At that elevated price, oil consumption would decline sufficiently as consumers and commercial interests alike adjusted to the much-higher costs of energy, transportation and raw-materials costs. The U.S. and global economies would undoubtedly slow markedly - and would most probably even drop into a recession. But that recession, in itself, would reduce oil consumption and would therefore arrest any additional upward movement in oil prices.

A Look to the Past

Analyzing Chavez's threat demonstrates an important fact, however: At $90 per barrel, crude oil is already up more than 50% so far this year. While the current price may be below the inflation-adjusted equivalent of the $40 "peak" reached in 1980, it's important to note that oil prices remained at that pinnacle for a very short time, retreating to the $28 to $32 range where prices stayed until further supplies came on stream in late 1985. Prices then collapsed to $10 a barrel.

Thus, the current $90 plus oil price is likely to be fairly short-lived, even if the frenzied mania of speculation pushes the price up and over the $100 level before the market turns. The global economy is already starting to slow and new International Monetary Fund (IMF) data demonstrates that world growth in the last few years has not been over 5% - which would have been a record - but has actually only been running at around 3.8% -- somewhat less than the boom times of the middle 1980s.

Don't get me wrong: That's still very good growth, but it isn't the frenetic expansion that suggests that oil and other commodities must continue to trade at or near their stratospheric levels.

If oil prices have, indeed, reached their peak, and may soon be headed downward, we should be investing in oil companies that do not have huge reserves, but are active in refining, distribution and petrochemicals. Their customers will have got used to the high prices caused by the recent spike in oil, and so as prices begin to decline they should begin to see their margins widen, as the squeeze that rising oil prices has put on them lessens.

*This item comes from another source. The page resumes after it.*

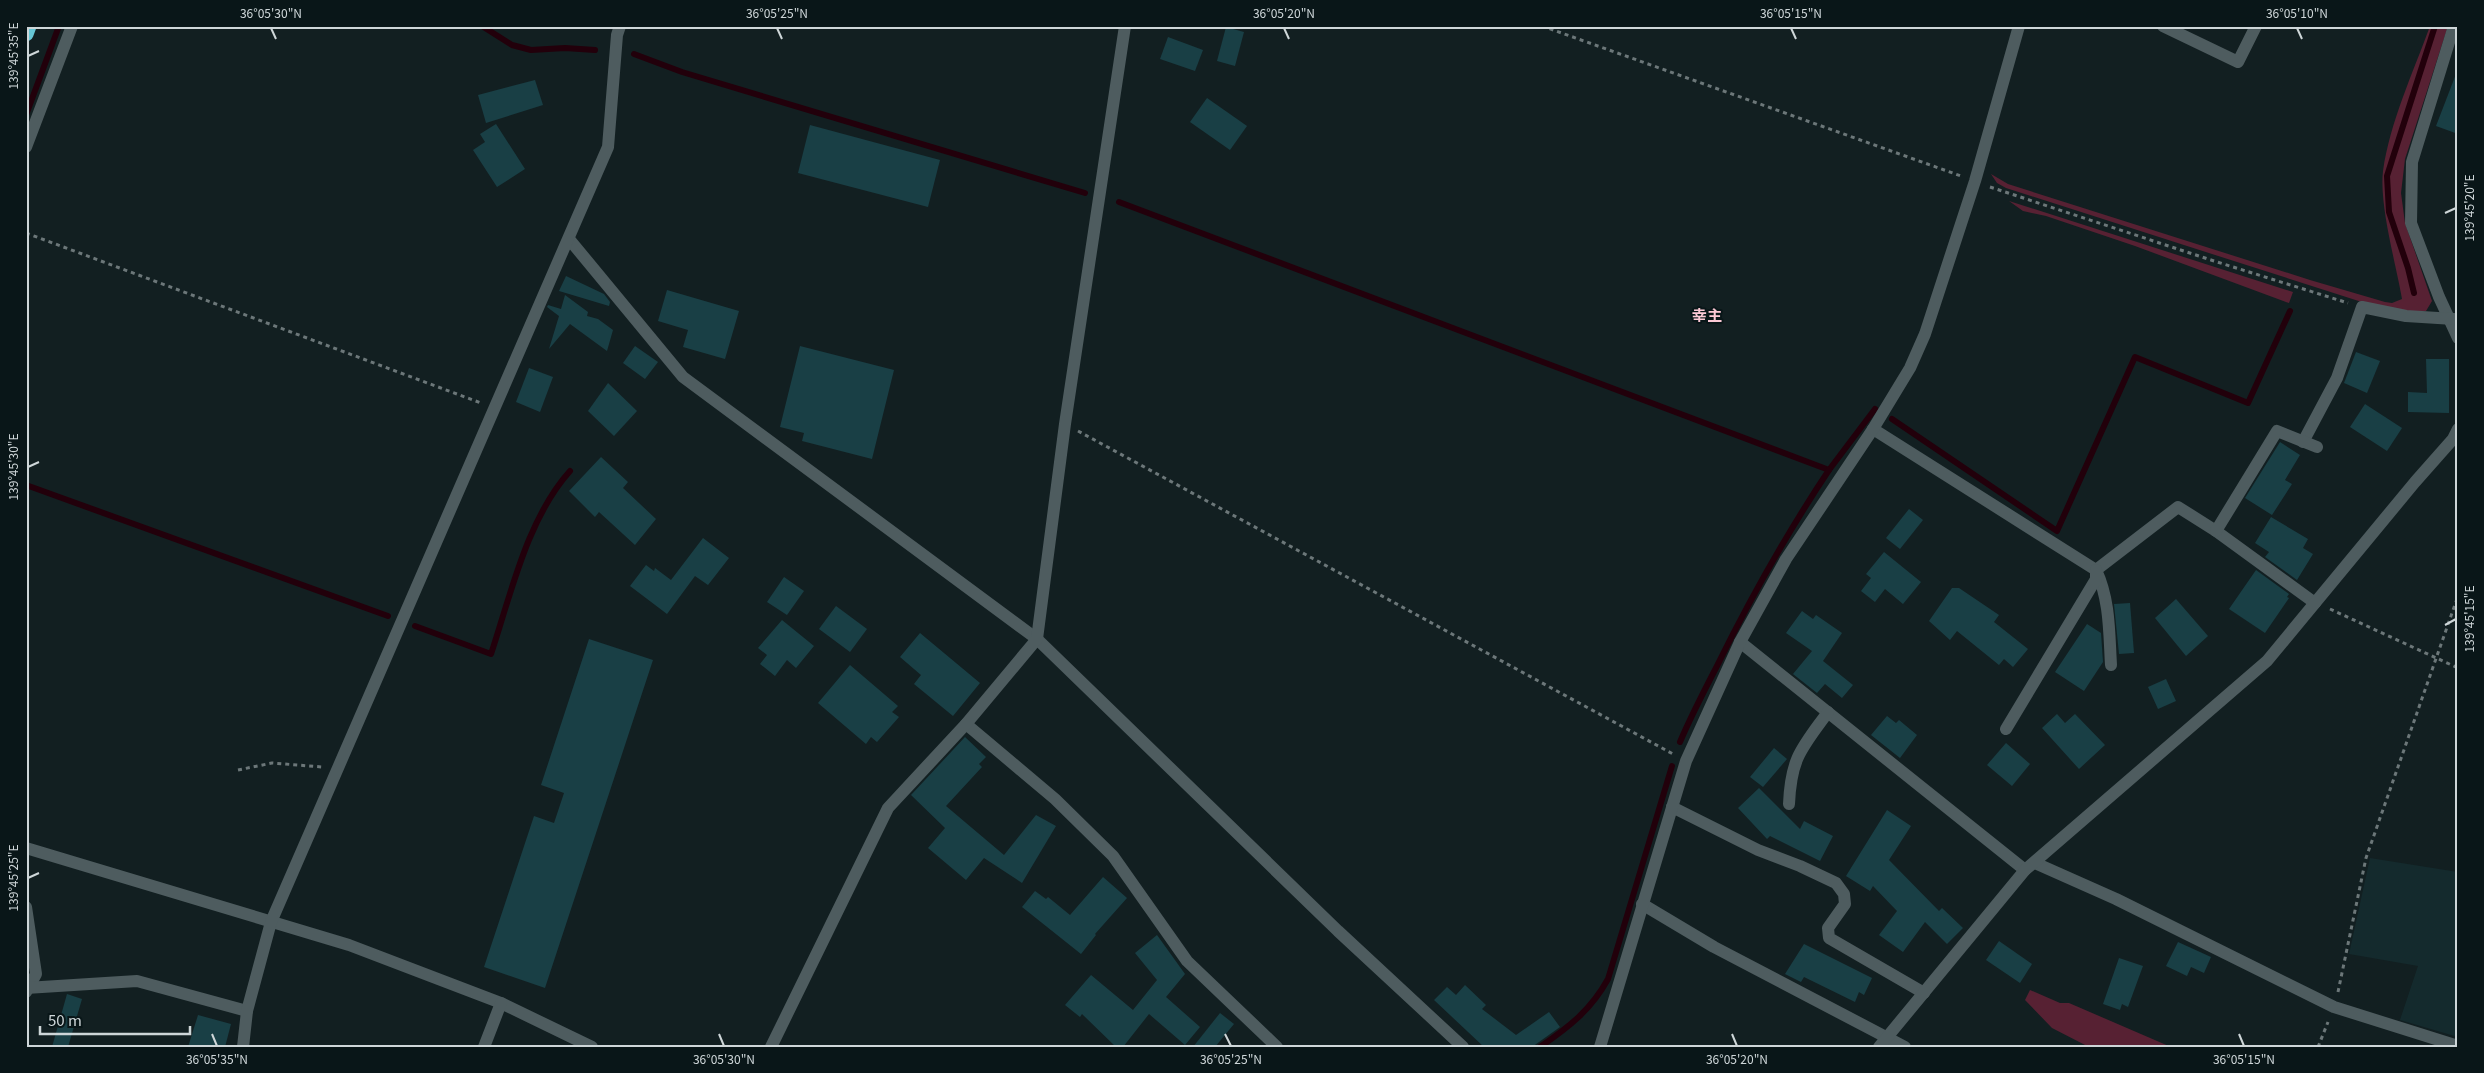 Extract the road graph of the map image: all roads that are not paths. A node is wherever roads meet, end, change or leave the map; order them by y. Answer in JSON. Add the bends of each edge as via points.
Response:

How to Profit From the Reversal

In Europe, Spain's Repsol YPF SA (REP) is positioned nicely in this sector, and furthermore boasts a high share of its domestic market.  It also owns YPF [Argentina], which has brought it headaches and political risk, preventing it from getting the stock price boost it might have obtained. However the new Argentine government of Cristina Fernandez seems likely to be a modest improvement on that of her husband, Nestor Kirchner, president since 2003. In any case, at a Price/Earnings ratio of 10.5, Repsol is trading at a multiple that's 40% below the global oil industry average - making REP cheap.

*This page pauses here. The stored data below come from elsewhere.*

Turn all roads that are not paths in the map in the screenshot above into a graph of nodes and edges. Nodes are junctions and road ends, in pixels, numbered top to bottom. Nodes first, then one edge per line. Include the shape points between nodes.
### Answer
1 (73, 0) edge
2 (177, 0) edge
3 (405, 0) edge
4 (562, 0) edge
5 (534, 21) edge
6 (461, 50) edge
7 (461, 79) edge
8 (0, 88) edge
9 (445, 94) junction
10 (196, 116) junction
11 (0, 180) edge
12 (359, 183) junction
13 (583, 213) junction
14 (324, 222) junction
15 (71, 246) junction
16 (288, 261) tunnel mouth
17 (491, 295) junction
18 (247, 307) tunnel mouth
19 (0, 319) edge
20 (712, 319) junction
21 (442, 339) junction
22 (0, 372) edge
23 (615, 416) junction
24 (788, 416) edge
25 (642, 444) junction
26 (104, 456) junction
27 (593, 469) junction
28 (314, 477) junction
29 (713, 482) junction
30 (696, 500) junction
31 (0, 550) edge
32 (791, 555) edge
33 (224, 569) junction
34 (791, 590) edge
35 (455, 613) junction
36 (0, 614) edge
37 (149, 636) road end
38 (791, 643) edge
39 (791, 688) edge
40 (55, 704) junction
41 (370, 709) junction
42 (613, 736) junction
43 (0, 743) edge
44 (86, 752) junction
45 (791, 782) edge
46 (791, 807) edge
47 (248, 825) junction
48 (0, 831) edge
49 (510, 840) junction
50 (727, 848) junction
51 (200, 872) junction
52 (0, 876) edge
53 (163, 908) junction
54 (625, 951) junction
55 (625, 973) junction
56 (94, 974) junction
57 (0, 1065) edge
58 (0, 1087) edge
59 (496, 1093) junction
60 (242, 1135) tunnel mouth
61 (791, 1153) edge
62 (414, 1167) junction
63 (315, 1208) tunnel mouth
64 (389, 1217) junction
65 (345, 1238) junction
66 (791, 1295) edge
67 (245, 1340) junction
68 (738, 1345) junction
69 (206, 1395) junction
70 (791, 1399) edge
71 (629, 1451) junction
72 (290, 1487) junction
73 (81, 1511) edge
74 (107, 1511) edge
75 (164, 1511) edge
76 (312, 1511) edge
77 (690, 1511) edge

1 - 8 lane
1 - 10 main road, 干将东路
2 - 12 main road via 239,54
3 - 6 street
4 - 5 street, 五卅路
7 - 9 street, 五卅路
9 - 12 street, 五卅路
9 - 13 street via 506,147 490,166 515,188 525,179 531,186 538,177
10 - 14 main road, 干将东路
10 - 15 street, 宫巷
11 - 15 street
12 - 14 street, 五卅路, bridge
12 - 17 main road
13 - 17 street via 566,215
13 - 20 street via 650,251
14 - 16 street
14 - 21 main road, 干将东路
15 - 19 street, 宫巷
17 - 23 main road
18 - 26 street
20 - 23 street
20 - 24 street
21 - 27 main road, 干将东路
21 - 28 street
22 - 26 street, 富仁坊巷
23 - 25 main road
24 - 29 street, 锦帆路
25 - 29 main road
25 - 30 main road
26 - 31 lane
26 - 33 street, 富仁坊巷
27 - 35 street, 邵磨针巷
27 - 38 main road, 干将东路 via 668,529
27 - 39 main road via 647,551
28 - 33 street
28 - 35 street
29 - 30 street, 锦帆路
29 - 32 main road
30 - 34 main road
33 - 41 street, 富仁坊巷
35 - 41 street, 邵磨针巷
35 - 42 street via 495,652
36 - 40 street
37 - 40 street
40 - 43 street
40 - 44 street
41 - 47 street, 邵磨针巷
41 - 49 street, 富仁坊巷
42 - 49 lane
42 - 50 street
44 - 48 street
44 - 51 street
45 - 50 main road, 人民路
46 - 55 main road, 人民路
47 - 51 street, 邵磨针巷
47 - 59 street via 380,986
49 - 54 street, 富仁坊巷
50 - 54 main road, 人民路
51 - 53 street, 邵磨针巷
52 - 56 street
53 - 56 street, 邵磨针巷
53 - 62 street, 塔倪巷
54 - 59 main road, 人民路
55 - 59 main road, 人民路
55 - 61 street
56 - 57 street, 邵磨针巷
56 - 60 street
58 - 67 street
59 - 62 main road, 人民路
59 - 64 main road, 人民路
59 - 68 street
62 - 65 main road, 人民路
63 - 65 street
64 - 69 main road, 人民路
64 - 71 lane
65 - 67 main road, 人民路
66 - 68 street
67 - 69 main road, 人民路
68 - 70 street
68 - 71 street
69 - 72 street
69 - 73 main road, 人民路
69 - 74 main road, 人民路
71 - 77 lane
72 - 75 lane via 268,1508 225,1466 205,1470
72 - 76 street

Another possibility might be a chemicals company, since oil is the principal feedstock for the industry. Here Brazil's Braskem SA (BAK) looks attractive; its supplies of oil feedstock were given a boost last week when Petroleo Brasileiro SA, better-known as Petrobras (PBR), discovered a gigantic new oil field with the potential of 5 billion to 8 billion barrels in reserves [At $100 per barrel, that's $500-800 billion worth of crude oil reserves - enough to make an investor drool with anticipation. That's probably why Petrobras' share price, up 60% in three months, may be a bit ahead of itself right now].

Finally, lower oil prices are good for resource-poor economies like Japan, so the streetTracks Japan small company fund (JSC) is worth looking at for that reason alone [as well as several others we could cite].

Let's suppose for a moment that the Pentagon got serious, and decided the United States really needed to get oil - not to $200 - but back down to $50. Could it do it?

In a word - yes.

The United States could just invade Venezuela itself, which, under Chavez's economically counterproductive and politically bombastic rule, must several times have made some of the trigger fingers among the Pentagon's most-hawkish set tremble with anger - or anticipation.

In the Orinoco tar sands, Venezuela has more oil than the entire Middle East. Its population has an easily comprehensible language (Spanish), religion (mostly Catholic), and a Western desire to achieve the high standard of living it ought to have, given the country's oil resources. U.S. companies could ramp up production at Orinoco to levels that would drive oil prices down, and bring wealth to the Venezuelan people. The new production, and the knowledge the massive Orinoco reserves were no longer controlled by a madman, would cause a sharp drop in world oil prices.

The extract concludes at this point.